Freitas lost the closely fought election, receiving about 49% of the vote to Spanberger's 51% of the vote. Spanberger dominated in the most populous parts of the district, in Chesterfield and Henrico counties in Greater Richmond, while Freitas led in the less-populous parts of the district in outlying Culpeper, Orange, Spotsylvania, Louisa, Goochland, Powhatan, Amelia, and Nottoway counties. Ultimately, Spanberger's combined 43,000-vote margin in Henrico and Chesterfield proved too much for Freitas to overcome; it was more than five times Spanberger's overall margin of 8,400 votes.

==Political views==
Early in his tenure in the House of Delegates, Freitas was described as having a "conservative voting record and libertarian streak."

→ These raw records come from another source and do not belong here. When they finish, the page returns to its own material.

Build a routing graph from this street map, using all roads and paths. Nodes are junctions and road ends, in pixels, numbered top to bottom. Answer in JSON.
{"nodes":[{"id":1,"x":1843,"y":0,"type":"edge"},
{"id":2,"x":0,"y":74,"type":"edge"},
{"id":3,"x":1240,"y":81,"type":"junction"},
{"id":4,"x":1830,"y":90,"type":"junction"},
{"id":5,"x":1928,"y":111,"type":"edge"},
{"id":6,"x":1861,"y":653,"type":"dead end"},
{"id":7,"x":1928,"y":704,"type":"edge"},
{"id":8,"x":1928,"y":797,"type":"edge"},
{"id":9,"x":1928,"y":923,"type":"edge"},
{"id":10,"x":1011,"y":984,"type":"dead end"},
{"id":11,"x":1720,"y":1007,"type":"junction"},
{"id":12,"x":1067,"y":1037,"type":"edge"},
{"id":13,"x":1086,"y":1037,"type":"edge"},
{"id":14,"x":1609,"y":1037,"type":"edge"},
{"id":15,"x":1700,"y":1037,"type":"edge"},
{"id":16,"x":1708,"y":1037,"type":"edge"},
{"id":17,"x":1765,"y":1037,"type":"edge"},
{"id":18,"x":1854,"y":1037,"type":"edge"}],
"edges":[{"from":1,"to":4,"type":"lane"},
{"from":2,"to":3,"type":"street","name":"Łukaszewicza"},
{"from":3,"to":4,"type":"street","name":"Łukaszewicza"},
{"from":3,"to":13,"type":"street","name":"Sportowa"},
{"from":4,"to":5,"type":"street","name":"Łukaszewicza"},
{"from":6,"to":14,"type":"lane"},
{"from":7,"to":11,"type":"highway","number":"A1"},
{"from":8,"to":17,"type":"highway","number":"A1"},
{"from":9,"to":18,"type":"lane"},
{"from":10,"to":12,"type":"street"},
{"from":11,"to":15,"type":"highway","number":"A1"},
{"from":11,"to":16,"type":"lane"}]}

He has called for the repeal of the Affordable Care Act (Obamacare), describing it as a "cancer." He supports the construction of a wall on the border with Mexico. In 2016, he urged the Culpeper County School Board to disregard an Obama administration mandate that transgender students be allowed the use of the restrooms that correspond to their gender identity. He called it unconstitutional, and said the Obama administration does not "get to arbitrarily redefine what gender means."

In 2018, Freitas praised Donald Trump, saying he had been a stronger leader in his first year than Barack Obama had been during his eight years. Freitas has called for abolishing the federal income tax, replacing it with a national sales tax. He supported the 2017 Republican tax legislation. In 2018, Freitas opposed the Iran nuclear agreement and supported Trump's decision to withdraw the U.S. from it.

In 2020, Freitas voted against legislation in the Virginia General Assembly to gradually increase the state minimum wage to $12 per hour by 2023. He opposes proposals to increase the federal minimum wage.

Freitas voted in favor of marijuana decriminalization during the January 2020 session of the General Assembly. He stated: "I'd rather we use law enforcement resources to go after violent criminals and people that are creating victims."

In a speech given in March 2018 on the floor of the House of Delegates, Freitas voiced opposition to further gun control proposals following the mass shooting at Marjory Stoneman Douglas High School in Parkland, Florida. The speech went viral and drew over 11 million views on Freitas's Facebook page, and drew criticism from several Black Democrats in the chamber for asserting that it was the party of slavery and Jim Crow amidst a speech focused on gun laws.

In response to the assassination of Charlie Kirk, Freitas described the killing as part of a "war between diametrically opposed worldviews which cannot peacefully coexist with one another," drawing criticism from Democrats, including Virginia House Speaker Don Scott.

== Personal life ==
Freitas is a Protestant Christian and attends Mountain View Church in Culpeper. He married Tina M. Pierce, whom he met in high school. They have three children. Freitas is a member of the Heritage Foundation and the National Rifle Association of America.

In 2019, Freitas' wife challenged incumbent Republican Emmett Hanger for his Senate seat in Virginia's 24th district. She was defeated in the primary, gaining 43% of the vote to Hanger's 57%.